(Dataset entries)
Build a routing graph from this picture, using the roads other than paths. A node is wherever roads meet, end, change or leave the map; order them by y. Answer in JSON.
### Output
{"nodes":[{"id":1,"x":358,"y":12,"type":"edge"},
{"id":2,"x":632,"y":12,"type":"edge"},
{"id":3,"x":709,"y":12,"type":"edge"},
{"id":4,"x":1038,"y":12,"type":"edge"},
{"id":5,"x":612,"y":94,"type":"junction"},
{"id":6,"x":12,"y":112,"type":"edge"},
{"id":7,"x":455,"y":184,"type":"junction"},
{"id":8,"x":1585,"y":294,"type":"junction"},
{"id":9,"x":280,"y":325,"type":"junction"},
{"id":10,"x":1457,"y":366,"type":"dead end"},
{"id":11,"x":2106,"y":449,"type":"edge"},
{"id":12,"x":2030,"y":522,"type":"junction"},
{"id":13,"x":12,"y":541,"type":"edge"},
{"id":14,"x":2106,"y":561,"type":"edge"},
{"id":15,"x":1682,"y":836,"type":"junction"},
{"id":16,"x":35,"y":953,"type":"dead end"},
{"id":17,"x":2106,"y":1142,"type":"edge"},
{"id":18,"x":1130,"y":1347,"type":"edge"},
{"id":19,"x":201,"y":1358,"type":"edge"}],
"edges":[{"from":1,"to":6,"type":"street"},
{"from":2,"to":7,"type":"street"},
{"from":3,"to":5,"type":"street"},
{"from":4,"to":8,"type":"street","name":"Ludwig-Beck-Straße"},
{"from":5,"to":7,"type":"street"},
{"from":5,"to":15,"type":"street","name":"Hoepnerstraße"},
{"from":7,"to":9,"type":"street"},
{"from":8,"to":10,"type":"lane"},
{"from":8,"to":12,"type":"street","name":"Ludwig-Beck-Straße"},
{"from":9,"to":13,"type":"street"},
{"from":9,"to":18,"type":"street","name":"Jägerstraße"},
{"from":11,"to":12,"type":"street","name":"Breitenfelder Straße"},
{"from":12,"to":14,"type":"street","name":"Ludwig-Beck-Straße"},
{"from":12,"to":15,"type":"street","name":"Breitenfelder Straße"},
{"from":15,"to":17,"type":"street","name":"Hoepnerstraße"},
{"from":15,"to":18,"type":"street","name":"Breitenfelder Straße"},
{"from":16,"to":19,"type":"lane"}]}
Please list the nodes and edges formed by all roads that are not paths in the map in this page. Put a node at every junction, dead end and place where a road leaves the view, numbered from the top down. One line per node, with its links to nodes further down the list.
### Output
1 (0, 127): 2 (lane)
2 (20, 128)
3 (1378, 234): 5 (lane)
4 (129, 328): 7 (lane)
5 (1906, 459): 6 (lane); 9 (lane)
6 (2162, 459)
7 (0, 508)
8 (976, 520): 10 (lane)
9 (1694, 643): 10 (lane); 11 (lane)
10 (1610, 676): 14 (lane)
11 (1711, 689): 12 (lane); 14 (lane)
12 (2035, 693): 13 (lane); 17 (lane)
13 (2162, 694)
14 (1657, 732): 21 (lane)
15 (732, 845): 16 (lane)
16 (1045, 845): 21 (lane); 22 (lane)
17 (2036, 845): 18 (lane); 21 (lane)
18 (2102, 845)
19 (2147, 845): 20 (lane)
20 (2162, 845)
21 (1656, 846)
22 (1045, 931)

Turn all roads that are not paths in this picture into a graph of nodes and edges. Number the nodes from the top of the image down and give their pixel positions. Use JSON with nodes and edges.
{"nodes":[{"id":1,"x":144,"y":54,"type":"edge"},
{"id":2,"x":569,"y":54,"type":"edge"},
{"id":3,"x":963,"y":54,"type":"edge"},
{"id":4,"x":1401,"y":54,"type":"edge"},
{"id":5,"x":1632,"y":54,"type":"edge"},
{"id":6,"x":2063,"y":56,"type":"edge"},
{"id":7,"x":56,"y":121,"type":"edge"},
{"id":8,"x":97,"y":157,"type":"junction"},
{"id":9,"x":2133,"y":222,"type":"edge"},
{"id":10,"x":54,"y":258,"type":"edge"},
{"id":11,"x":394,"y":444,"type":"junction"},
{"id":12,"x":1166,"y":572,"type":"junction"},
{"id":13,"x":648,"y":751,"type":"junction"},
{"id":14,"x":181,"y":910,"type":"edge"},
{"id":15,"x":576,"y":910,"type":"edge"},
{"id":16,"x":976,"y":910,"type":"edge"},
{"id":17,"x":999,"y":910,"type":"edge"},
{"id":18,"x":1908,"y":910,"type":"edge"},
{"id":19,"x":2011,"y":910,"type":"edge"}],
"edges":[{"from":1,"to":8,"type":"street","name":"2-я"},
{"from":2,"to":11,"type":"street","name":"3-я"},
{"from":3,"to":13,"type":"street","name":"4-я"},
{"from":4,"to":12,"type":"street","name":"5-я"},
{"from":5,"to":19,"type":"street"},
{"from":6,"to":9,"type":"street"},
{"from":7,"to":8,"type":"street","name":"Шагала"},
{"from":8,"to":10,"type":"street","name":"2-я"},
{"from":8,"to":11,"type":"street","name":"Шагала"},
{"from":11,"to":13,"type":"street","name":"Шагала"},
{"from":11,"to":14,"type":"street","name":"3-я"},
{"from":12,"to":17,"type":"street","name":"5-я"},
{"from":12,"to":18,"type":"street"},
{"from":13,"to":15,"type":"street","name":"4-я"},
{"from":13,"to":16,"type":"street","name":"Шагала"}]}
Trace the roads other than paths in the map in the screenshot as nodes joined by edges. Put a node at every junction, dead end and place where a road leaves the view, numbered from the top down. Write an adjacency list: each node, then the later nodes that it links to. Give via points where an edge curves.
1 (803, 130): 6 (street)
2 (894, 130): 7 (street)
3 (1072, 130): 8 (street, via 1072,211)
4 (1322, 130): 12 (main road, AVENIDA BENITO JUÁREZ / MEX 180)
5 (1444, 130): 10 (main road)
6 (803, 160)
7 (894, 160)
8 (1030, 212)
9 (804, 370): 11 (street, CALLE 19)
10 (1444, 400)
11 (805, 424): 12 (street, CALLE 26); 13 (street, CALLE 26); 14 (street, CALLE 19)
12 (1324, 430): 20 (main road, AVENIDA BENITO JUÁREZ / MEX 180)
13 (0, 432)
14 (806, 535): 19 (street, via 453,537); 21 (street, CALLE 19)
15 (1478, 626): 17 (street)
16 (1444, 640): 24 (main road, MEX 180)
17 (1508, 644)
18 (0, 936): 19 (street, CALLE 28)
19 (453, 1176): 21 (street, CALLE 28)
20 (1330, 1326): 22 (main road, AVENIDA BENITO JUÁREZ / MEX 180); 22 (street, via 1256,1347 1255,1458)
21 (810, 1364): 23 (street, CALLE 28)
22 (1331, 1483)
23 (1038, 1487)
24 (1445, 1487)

TASK DESCRIPTION: Please go through the entries and show every line with the word "picture".

RESULT FOR THIS TASK:
Build a routing graph from this picture, using the roads other than paths. A node is wherever roads meet, end, change or leave the map; order them by y. Answer in JSON.
Turn all roads that are not paths in this picture into a graph of nodes and edges. Number the nodes from the top of the image down and give their pixel positions. Use JSON with nodes and edges.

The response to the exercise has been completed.